Za pierwszym razem, kiedy ujrzałem z bliska owe sławne zabawy noszące miano maskarad, słyszałem opowiastki o wybrykach Regencji i o królowej francuskiej przebranej za dziewczynę sprzedającą fiołki. Znalazłem przekupki fiołków przebrane za markietanki. Spodziewałem się szału, ale go nie znalazłem. Kopcące lampy, bijatyka, pijane na umór dziewki leżące pokotem na stłuczonych butelkach — to nie szał.
Za pierwszym razem, kiedy widziałem rozpustę biesiad, słyszałem o ucztach Heliogabala i o filozofie greckim, który z rozkoszy zmysłów uczynił sobie rodzaj naturalnej religii.
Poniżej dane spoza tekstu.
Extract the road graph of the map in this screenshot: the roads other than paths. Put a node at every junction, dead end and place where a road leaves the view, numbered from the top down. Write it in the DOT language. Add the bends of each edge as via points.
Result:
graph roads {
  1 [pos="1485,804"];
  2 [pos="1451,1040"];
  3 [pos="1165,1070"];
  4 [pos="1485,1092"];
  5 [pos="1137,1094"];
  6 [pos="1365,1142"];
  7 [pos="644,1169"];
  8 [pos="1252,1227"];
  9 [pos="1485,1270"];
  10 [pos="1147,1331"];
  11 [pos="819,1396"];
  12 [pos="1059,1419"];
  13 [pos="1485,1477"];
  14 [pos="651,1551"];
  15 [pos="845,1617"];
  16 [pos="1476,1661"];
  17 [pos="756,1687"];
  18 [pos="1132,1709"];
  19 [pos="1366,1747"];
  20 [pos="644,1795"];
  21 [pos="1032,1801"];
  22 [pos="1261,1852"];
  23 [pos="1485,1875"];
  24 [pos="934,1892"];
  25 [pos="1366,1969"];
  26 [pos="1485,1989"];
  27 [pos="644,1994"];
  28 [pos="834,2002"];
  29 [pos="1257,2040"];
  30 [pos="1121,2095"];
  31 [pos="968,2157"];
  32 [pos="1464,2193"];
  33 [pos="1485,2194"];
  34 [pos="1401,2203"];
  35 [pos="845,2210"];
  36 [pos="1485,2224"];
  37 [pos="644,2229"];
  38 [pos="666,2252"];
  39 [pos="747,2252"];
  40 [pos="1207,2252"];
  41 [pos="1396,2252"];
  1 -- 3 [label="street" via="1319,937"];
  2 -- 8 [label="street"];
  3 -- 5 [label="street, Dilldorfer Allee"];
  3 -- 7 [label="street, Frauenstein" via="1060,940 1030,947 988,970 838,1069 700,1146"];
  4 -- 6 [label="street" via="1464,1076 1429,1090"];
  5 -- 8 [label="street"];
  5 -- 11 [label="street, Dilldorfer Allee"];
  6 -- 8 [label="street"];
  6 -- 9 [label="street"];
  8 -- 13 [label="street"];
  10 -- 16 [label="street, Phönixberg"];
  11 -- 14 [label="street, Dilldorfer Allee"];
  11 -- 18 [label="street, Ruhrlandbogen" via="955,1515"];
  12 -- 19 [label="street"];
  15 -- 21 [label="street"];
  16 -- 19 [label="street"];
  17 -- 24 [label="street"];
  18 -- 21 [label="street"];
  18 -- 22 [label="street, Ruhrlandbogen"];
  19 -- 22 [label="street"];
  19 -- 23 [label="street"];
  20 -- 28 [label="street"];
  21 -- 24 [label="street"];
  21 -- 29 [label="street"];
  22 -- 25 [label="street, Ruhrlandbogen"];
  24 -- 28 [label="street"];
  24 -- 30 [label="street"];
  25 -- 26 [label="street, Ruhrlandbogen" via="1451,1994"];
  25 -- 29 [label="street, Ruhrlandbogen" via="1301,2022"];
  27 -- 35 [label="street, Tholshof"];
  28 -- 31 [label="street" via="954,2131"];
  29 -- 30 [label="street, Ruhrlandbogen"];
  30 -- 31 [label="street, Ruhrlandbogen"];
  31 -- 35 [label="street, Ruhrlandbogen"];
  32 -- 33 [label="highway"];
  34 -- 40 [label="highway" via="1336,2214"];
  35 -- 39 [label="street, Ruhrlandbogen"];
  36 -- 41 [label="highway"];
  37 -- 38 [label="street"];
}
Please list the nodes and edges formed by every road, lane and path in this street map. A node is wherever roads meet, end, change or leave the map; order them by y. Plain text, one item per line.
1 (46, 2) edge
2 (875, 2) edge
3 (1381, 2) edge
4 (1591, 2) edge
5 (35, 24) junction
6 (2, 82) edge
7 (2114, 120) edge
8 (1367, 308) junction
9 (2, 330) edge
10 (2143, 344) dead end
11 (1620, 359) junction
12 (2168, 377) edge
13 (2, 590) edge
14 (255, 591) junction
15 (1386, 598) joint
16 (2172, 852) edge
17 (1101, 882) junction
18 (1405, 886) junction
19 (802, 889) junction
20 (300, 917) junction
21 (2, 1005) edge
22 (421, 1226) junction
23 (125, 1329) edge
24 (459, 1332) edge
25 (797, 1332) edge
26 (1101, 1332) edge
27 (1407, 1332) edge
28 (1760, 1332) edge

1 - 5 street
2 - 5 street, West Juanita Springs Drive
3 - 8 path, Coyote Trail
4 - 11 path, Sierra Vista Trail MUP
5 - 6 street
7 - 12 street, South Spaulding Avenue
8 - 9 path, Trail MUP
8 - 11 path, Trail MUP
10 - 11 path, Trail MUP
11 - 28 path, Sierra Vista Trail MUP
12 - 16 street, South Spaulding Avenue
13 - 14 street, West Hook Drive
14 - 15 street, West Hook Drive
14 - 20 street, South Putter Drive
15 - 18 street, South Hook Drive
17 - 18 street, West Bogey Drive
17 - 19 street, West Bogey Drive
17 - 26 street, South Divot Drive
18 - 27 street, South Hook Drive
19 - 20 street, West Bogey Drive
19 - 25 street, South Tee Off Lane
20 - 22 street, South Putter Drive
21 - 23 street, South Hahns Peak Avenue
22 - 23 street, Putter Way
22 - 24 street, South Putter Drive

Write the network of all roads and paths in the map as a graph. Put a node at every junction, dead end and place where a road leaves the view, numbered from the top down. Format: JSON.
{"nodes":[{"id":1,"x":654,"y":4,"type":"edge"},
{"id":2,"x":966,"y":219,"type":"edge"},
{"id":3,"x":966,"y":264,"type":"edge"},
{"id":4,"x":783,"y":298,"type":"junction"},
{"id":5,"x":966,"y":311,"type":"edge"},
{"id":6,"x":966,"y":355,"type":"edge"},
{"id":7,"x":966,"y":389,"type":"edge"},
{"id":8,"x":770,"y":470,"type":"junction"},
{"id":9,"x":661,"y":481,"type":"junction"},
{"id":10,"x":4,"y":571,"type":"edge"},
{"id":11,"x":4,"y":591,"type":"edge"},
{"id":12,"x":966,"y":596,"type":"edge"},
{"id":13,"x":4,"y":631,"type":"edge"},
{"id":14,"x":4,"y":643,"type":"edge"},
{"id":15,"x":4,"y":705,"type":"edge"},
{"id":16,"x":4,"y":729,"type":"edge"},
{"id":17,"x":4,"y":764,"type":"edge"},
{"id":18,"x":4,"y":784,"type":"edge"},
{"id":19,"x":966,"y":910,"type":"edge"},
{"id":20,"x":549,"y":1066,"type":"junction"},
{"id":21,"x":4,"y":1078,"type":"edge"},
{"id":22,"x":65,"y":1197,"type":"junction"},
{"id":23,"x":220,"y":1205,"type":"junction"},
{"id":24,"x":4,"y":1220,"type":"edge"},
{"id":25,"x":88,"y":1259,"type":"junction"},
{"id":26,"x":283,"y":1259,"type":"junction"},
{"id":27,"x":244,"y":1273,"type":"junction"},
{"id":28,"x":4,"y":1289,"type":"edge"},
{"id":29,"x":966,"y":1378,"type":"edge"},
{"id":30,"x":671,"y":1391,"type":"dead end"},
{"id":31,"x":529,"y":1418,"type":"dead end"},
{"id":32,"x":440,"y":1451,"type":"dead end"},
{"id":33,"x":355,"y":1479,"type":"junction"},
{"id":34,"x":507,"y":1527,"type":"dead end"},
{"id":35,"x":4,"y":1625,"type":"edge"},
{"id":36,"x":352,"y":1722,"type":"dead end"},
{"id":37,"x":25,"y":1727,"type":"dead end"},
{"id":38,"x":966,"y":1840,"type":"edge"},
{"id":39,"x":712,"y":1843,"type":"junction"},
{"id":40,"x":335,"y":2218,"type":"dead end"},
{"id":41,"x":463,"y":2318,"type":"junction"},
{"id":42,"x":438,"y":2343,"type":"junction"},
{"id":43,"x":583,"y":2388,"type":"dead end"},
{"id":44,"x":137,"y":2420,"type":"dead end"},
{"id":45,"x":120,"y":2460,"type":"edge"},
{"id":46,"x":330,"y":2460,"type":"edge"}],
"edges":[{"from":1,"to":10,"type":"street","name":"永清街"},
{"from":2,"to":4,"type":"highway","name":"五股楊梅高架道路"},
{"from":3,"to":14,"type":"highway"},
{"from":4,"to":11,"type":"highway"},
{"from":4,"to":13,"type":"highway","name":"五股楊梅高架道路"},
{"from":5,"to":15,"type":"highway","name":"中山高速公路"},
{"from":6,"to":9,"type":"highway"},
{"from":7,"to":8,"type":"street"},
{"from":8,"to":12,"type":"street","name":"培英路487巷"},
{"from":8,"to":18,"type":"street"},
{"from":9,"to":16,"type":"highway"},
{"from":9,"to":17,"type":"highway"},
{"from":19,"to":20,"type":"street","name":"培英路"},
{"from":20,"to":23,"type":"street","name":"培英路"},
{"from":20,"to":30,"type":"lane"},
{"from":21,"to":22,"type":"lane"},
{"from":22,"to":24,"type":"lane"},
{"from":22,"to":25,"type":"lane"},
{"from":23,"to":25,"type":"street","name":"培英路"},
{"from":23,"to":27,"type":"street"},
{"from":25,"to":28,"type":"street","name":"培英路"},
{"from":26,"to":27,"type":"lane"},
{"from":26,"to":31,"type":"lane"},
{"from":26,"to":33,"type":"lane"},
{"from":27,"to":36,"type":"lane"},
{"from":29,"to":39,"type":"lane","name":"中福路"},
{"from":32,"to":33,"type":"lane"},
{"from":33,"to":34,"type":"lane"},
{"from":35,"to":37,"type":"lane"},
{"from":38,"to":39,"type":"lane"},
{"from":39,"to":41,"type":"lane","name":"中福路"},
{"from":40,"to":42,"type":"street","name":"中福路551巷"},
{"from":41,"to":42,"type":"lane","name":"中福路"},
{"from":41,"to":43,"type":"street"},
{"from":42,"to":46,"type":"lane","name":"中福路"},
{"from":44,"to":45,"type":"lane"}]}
Spodziewałem się znaleźć, jeżeli nie radość, to bodaj zapomnienie; znalazłem, co może być w świecie najgorszego, nudę silącą się żyć i Anglików powiadających sobie: „Robię to i to: zatem, bawię się. Zapłaciłem tyle a tyle: zatem odczuwam tyle przyjemności”. I ścierają życie w tych żarnach.
Za pierwszym razem, kiedy ujrzałem kurtyzany, słyszałem o Aspazji, która, siedząc na kolanach Alcybiadesa, dysputowała z Sokratesem. Spodziewałem się czegoś swobodnego, zuchwałego, ale wesołego, iskrzącego się, żywego; czegoś niby piana szampańskiego wina; znalazłem głupawą twarz, martwe oko i drapieżne palce.